Китайские хакеры взламывают маршрутизаторы Juniper Networks с помощью специальных бэкдоров и руткитов
Изображение: recraft
Кибершпионская группа UNC3886, якобы связанная с Китаем, использует уязвимости устаревших маршрутизаторов MX компании Juniper Networks для скрытой установки бэкдоров. По данным специалистов Mandiant хакеры совершенствуют методы проникновения в инфраструктуру, сосредотачиваясь на сетевом оборудовании.
Как отмечается в отчёте, вредоносное ПО, применяемое атакующими, обладает различными функциями, включая активные и пассивные механизмы управления, а также встроенные инструменты, отключающие журналы событий, что затрудняет обнаружение посторонней активности.

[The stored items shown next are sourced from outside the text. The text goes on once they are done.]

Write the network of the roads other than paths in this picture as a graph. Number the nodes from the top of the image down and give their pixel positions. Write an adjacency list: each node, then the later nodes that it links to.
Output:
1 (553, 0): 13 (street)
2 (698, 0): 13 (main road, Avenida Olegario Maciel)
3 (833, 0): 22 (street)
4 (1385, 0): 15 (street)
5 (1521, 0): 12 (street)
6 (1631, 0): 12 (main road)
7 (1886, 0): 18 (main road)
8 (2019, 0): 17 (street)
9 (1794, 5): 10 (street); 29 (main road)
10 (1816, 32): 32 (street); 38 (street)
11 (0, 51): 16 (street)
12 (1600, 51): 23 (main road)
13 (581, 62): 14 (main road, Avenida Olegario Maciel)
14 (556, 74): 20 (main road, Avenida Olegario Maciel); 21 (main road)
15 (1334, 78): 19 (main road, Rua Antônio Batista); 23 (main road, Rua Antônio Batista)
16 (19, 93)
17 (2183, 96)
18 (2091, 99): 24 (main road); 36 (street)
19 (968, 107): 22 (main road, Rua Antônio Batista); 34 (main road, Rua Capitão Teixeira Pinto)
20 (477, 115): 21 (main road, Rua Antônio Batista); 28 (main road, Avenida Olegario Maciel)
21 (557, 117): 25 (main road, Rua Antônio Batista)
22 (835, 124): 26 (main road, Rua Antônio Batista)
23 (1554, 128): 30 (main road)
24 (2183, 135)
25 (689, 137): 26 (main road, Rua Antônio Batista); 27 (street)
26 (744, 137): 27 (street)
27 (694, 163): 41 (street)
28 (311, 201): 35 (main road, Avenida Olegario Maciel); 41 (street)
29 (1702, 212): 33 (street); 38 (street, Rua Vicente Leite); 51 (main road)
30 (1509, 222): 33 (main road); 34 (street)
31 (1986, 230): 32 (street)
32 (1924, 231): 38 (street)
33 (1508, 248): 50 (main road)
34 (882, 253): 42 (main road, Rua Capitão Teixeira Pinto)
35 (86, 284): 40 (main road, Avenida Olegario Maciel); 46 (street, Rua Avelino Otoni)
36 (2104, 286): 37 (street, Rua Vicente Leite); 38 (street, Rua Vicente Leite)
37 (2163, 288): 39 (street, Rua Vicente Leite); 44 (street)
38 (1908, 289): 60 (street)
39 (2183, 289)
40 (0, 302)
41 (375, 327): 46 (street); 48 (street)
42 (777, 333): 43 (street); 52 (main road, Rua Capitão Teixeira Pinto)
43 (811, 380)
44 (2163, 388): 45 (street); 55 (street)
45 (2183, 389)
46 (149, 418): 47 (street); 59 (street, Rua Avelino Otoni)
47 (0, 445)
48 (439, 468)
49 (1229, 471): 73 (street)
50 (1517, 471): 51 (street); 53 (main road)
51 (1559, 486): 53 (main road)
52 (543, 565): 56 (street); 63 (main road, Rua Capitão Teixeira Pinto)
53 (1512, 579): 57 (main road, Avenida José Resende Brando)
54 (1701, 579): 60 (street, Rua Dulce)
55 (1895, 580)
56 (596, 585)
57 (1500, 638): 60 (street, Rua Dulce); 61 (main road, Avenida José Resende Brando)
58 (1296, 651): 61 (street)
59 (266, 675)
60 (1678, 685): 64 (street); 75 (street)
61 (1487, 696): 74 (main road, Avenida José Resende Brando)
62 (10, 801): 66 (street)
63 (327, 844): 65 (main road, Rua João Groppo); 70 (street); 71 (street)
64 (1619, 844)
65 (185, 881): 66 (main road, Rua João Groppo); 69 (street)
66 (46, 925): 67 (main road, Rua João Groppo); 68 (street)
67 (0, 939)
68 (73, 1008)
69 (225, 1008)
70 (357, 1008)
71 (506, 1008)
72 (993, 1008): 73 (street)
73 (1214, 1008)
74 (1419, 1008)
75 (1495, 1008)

Аналитики указывают, что UNC3886 ранее специализировалась на эксплуатации неизвестных уязвимостей в продуктах Fortinet, Ivanti и VMware, получая доступ к закрытым сетям. Исследователи считают, что таким образом злоумышленники стремятся закрепиться в инфраструктуре и получить длительный доступ к критически важным объектам.

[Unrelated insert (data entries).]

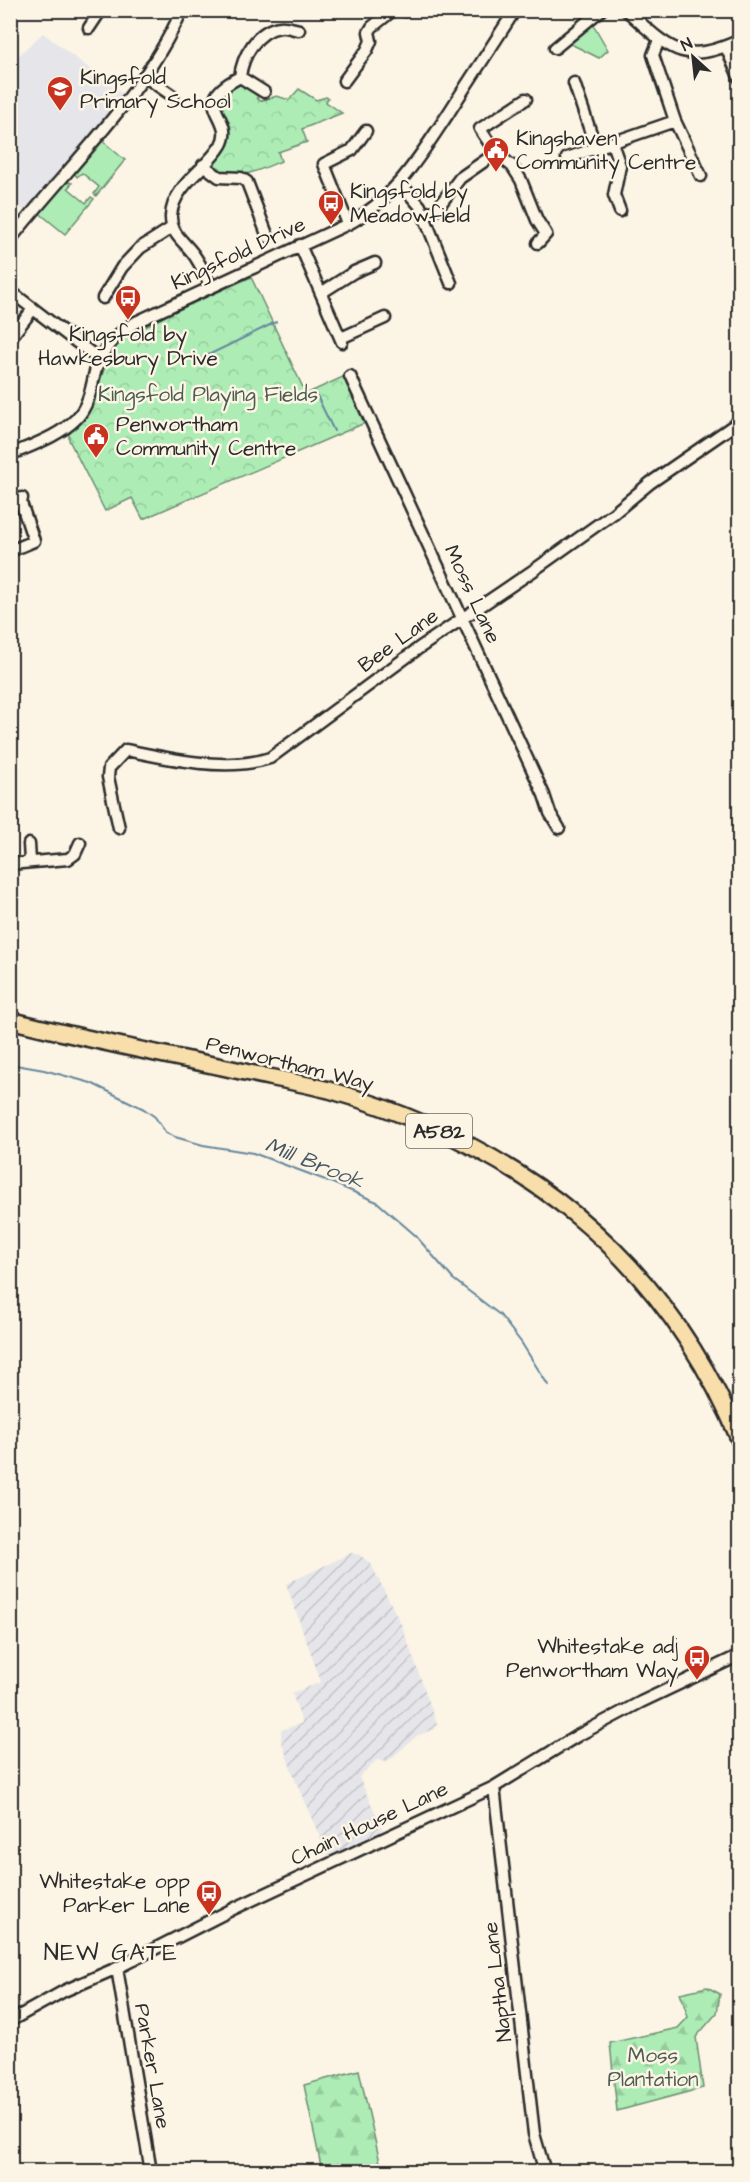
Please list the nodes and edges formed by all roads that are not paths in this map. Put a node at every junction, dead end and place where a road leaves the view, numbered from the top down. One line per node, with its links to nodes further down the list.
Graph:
1 (101, 10): 7 (street)
2 (182, 10): 13 (street)
3 (393, 10): 16 (street)
4 (515, 10): 29 (street, Kingsfold Drive)
5 (602, 10): 11 (street)
6 (626, 10): 9 (street)
7 (89, 28)
8 (299, 30): 14 (street)
9 (659, 40): 12 (street); 21 (street)
10 (740, 40): 12 (street)
11 (558, 41)
12 (726, 47): 15 (street)
13 (144, 76): 19 (street); 35 (street)
14 (240, 77): 18 (street); 27 (street)
15 (740, 79)
16 (344, 81)
17 (574, 83): 24 (street)
18 (264, 92)
19 (173, 96)
20 (526, 99): 25 (street)
21 (675, 121): 23 (street); 28 (street)
22 (366, 131): 32 (street)
23 (612, 143): 24 (street); 30 (street)
24 (596, 148): 26 (street)
25 (496, 153): 31 (street); 36 (street)
26 (567, 158)
27 (203, 165): 33 (street); 34 (street)
28 (701, 176)
29 (400, 183): 31 (street); 32 (street, Kingsfold Drive)
30 (620, 211)
31 (424, 214): 39 (street)
32 (348, 224): 37 (street, Kingsfold Drive)
33 (173, 227): 40 (street); 43 (street)
34 (268, 237)
35 (10, 240)
36 (538, 243)
37 (300, 245): 40 (street, Kingsfold Drive); 42 (street)
38 (375, 263): 42 (street)
39 (451, 283)
40 (211, 287): 47 (street, Kingsfold Drive)
41 (10, 291): 44 (street)
42 (321, 293): 45 (street)
43 (103, 298)
44 (33, 309): 46 (street); 47 (street)
45 (385, 318)
46 (12, 336)
47 (100, 360): 50 (street, Kingsfold Drive)
48 (350, 376): 53 (street, Moss Lane)
49 (740, 421): 53 (street, Bee Lane)
50 (10, 455)
51 (22, 498): 52 (street)
52 (10, 551)
53 (463, 617): 54 (street, Bee Lane); 55 (street, Moss Lane)
54 (119, 828)
55 (559, 828)
56 (80, 843): 58 (street)
57 (29, 844): 58 (street)
58 (30, 861): 59 (street)
59 (10, 864)
60 (10, 1020): 61 (highway, Penwortham Way / A582)
61 (740, 1441)
62 (740, 1655): 63 (street, Chain House Lane)
63 (494, 1786): 64 (street, Chain House Lane); 67 (street, Naptha Lane)
64 (117, 1968): 65 (street, Chain House Lane); 66 (street, Parker Lane)
65 (10, 2021)
66 (152, 2172)
67 (546, 2172)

Эта группа хакеров, впервые описанная в 2022 году, демонстрирует высокий уровень подготовки. Их атаки направлены на оборудование, расположенное в Соединённых Штатах и странах Азии. Под прицелом оказываются организации из оборонного, технологического и телекоммуникационного секторов.
Специалисты Mandiant подчёркивают, что маршрутизаторы остаются уязвимыми, поскольку их защита часто не предусматривает систем мониторинга и обнаружения атак, что даёт хакерам возможность беспрепятственно использовать их в своих целях.
По мнению экспертов, взлом сетевого оборудования становится распространённой тактикой кибершпионажа. Этот метод позволяет злоумышленникам не только получить доступ к важным узлам, но и оставаться незамеченными в течение длительного времени, что повышает риск серьёзных последствий для безопасности информационных систем.
Последние атаки, зафиксированные в середине 2024 года, связаны с использованием имплантов на базе TinyShell. Это вредоносное ПО, написанное на C, уже применялось различными китайскими группировками, среди которых Liminal Panda и Velvet Ant.
Как пояснил Остин Ларсен, аналитик из Google Threat Intelligence Group, TinyShell представляет интерес для хакеров из-за компактности и хорошей совместимости с Linux-системами, что делает его удобным инструментом для скрытого присутствия в заражённых сетях.